● **Exercise objective**: For the records that follow, please set down exactly the lines between the one holding "Road topology of" and the one holding "Digitize the connectivity of all", inclusive, and only those.

[Stored items]
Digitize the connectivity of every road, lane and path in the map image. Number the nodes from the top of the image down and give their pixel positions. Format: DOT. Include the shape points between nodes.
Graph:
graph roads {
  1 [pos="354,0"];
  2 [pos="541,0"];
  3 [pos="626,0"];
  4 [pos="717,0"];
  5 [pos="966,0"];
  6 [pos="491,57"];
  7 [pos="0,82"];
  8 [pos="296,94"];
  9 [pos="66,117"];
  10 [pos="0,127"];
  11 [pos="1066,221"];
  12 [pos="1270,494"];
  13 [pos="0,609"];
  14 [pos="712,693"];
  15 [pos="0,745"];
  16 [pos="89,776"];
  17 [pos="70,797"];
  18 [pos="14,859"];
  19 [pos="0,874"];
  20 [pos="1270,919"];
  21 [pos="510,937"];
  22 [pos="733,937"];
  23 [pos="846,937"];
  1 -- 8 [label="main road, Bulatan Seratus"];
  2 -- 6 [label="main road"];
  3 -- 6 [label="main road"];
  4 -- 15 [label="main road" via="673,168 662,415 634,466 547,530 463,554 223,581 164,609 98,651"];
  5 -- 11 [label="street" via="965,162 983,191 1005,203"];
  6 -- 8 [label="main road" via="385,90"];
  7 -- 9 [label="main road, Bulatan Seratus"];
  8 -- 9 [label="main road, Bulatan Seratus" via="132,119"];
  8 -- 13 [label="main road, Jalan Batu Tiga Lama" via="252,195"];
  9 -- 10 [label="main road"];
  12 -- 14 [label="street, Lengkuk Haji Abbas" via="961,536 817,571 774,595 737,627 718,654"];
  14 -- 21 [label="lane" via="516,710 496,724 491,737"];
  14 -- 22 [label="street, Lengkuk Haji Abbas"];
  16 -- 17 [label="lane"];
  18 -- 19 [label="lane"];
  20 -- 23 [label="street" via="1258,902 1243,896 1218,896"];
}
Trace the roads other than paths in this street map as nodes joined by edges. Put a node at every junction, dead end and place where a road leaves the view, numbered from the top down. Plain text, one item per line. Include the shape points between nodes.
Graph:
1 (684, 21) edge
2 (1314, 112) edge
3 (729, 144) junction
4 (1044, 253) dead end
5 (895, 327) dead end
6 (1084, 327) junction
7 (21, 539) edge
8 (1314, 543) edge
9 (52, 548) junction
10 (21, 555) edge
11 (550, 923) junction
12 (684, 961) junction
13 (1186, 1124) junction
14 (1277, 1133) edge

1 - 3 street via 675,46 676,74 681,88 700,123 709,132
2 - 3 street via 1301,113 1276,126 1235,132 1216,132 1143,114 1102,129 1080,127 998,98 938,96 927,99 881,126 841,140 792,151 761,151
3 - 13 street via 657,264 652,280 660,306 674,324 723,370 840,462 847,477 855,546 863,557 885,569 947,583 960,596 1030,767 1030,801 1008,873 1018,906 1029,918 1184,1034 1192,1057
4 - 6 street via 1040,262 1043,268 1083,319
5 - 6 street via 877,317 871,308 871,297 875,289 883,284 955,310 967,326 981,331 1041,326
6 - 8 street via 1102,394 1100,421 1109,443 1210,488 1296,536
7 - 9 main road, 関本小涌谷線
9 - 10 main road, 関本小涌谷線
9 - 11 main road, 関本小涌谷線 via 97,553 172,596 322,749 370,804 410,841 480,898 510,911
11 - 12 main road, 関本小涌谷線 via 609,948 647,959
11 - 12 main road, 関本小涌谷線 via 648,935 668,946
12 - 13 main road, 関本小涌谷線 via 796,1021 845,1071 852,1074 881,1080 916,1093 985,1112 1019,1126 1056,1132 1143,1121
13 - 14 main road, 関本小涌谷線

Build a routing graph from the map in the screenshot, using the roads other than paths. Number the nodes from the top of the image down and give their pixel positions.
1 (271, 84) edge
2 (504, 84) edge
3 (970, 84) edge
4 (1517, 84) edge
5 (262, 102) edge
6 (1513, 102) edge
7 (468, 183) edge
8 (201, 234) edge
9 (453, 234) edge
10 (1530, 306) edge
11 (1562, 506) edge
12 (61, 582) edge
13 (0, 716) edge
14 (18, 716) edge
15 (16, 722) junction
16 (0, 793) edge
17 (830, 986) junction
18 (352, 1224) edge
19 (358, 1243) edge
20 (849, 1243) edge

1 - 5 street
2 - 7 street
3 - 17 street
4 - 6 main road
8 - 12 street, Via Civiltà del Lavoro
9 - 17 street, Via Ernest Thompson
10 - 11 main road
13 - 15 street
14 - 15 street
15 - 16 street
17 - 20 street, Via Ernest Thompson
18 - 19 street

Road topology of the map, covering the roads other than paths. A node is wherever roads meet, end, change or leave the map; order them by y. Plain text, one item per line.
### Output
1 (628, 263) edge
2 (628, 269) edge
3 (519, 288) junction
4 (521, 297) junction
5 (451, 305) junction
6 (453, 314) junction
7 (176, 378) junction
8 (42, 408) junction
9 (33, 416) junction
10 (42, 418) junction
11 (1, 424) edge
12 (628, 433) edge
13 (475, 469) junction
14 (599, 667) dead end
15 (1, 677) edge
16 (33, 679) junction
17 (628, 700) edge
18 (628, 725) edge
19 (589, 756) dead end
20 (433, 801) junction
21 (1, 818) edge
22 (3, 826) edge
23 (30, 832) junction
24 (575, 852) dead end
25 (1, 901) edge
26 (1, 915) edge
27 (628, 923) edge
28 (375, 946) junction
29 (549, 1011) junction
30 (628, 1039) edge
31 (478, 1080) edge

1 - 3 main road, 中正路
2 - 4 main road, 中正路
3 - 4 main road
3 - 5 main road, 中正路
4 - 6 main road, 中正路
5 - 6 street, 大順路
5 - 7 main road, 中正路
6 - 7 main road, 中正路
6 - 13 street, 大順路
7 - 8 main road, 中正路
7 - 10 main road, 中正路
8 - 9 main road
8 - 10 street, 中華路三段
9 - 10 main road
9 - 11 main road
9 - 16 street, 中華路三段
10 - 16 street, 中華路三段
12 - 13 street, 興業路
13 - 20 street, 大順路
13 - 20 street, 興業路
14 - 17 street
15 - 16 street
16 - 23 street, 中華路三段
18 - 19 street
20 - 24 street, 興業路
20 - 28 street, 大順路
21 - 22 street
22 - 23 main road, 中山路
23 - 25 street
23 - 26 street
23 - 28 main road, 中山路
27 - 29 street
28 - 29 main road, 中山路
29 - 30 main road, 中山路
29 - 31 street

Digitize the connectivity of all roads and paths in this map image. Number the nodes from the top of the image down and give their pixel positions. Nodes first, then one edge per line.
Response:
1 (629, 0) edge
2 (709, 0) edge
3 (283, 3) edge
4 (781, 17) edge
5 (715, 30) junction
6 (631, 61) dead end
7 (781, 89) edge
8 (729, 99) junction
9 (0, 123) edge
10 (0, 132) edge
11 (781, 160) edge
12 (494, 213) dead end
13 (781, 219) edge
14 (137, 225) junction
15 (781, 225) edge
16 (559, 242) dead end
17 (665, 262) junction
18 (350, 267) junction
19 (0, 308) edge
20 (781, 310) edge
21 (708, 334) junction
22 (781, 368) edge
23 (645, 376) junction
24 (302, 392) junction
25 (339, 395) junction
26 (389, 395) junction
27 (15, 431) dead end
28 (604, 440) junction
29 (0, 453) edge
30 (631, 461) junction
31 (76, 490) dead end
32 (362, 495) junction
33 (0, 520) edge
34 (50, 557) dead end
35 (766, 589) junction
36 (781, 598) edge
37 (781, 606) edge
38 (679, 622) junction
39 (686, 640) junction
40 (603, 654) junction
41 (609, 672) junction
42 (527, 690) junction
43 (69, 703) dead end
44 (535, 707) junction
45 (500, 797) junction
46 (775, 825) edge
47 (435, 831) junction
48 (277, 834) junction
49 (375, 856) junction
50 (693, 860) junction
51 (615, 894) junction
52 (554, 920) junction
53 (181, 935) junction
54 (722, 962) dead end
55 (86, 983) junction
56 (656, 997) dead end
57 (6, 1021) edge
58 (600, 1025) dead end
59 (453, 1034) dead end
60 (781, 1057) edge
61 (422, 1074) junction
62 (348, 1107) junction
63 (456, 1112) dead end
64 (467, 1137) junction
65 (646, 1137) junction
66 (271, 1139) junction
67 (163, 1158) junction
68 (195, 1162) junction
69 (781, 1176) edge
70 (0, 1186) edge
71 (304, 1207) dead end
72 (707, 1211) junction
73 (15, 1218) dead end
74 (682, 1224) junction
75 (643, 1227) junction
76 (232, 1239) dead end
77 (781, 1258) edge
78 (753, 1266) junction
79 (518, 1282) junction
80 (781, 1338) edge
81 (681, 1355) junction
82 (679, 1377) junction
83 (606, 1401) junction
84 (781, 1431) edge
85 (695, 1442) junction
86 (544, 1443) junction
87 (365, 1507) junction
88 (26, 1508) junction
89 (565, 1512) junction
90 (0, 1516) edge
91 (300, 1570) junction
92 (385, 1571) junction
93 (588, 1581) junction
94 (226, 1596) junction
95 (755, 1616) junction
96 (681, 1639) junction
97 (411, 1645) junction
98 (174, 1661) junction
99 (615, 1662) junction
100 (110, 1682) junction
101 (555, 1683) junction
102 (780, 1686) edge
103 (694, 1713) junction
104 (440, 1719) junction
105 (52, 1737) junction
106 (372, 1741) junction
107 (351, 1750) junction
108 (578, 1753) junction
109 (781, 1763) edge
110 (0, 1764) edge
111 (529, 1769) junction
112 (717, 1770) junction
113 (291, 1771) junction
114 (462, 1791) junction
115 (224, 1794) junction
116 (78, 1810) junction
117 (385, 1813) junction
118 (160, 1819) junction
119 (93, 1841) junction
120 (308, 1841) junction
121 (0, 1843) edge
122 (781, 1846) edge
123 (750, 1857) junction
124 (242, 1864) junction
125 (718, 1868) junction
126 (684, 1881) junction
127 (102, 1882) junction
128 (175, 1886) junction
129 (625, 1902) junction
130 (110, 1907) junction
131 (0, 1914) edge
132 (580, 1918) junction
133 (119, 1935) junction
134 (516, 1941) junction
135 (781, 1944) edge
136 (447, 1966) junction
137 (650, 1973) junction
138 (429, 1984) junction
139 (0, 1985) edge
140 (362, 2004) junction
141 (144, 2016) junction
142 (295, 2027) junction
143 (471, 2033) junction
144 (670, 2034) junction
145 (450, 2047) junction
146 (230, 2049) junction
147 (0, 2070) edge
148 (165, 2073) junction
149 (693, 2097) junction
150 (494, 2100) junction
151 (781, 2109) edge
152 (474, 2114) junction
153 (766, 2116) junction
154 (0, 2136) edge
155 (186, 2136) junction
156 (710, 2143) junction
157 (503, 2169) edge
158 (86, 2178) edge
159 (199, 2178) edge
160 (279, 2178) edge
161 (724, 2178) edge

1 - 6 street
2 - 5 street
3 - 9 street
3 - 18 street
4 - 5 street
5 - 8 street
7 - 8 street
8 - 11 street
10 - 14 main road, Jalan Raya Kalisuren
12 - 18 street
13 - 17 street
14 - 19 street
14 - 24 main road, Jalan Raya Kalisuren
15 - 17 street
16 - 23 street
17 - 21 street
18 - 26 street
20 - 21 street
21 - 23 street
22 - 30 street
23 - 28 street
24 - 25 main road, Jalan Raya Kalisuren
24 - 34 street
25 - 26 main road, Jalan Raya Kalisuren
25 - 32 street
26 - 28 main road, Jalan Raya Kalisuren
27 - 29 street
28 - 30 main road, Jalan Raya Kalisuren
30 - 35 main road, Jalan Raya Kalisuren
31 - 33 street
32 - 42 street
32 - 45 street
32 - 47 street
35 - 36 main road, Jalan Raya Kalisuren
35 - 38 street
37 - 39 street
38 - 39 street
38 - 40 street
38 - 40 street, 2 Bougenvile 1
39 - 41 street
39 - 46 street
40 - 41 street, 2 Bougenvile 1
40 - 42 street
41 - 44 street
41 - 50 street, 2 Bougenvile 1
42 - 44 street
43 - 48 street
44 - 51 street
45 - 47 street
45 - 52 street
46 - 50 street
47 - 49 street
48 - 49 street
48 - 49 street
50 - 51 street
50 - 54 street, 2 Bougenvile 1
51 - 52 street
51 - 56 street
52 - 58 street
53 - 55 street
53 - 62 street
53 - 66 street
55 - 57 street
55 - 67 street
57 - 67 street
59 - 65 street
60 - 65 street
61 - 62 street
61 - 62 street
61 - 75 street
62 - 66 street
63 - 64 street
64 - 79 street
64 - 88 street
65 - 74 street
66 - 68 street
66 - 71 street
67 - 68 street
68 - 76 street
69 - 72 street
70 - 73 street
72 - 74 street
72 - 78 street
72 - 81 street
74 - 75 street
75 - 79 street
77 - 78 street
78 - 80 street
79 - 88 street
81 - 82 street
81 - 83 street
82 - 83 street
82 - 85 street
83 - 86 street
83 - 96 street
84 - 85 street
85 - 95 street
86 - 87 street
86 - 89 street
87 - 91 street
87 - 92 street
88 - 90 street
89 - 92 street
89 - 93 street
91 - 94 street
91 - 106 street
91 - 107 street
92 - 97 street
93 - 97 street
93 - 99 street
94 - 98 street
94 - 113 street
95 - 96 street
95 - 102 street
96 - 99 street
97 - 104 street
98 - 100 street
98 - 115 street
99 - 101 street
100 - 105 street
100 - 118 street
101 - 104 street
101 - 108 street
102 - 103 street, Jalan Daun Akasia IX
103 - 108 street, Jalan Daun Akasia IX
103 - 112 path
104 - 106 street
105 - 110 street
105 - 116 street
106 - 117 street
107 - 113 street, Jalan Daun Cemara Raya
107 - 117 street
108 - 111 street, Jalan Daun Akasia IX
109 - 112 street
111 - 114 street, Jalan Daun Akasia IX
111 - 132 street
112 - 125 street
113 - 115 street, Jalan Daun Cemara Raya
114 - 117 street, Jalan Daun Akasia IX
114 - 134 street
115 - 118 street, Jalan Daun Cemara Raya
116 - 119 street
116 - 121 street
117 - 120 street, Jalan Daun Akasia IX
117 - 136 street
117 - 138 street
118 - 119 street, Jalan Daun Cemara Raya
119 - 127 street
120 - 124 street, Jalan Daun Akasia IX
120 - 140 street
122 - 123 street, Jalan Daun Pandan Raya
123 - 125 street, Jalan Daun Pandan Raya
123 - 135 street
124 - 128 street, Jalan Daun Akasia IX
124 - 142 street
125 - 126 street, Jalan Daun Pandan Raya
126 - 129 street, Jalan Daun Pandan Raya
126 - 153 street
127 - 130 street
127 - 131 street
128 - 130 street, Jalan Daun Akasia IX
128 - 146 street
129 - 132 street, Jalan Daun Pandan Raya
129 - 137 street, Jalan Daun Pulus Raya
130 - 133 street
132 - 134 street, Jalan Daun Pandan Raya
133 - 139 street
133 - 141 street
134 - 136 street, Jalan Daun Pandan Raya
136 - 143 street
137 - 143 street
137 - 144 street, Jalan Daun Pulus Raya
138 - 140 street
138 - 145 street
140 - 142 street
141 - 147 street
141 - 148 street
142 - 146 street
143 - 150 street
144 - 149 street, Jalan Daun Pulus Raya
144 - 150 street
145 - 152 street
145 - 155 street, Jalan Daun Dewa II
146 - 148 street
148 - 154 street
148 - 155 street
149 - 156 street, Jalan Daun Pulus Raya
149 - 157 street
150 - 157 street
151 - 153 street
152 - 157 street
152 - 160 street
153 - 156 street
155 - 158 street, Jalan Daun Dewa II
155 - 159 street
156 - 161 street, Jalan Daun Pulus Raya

● **Response to this exercise**:
Road topology of the map, covering the roads other than paths. A node is wherever roads meet, end, change or leave the map; order them by y. Plain text, one item per line.
### Output
1 (628, 263) edge
2 (628, 269) edge
3 (519, 288) junction
4 (521, 297) junction
5 (451, 305) junction
6 (453, 314) junction
7 (176, 378) junction
8 (42, 408) junction
9 (33, 416) junction
10 (42, 418) junction
11 (1, 424) edge
12 (628, 433) edge
13 (475, 469) junction
14 (599, 667) dead end
15 (1, 677) edge
16 (33, 679) junction
17 (628, 700) edge
18 (628, 725) edge
19 (589, 756) dead end
20 (433, 801) junction
21 (1, 818) edge
22 (3, 826) edge
23 (30, 832) junction
24 (575, 852) dead end
25 (1, 901) edge
26 (1, 915) edge
27 (628, 923) edge
28 (375, 946) junction
29 (549, 1011) junction
30 (628, 1039) edge
31 (478, 1080) edge

1 - 3 main road, 中正路
2 - 4 main road, 中正路
3 - 4 main road
3 - 5 main road, 中正路
4 - 6 main road, 中正路
5 - 6 street, 大順路
5 - 7 main road, 中正路
6 - 7 main road, 中正路
6 - 13 street, 大順路
7 - 8 main road, 中正路
7 - 10 main road, 中正路
8 - 9 main road
8 - 10 street, 中華路三段
9 - 10 main road
9 - 11 main road
9 - 16 street, 中華路三段
10 - 16 street, 中華路三段
12 - 13 street, 興業路
13 - 20 street, 大順路
13 - 20 street, 興業路
14 - 17 street
15 - 16 street
16 - 23 street, 中華路三段
18 - 19 street
20 - 24 street, 興業路
20 - 28 street, 大順路
21 - 22 street
22 - 23 main road, 中山路
23 - 25 street
23 - 26 street
23 - 28 main road, 中山路
27 - 29 street
28 - 29 main road, 中山路
29 - 30 main road, 中山路
29 - 31 street

Digitize the connectivity of all roads and paths in this map image. Number the nodes from the top of the image down and give their pixel positions. Nodes first, then one edge per line.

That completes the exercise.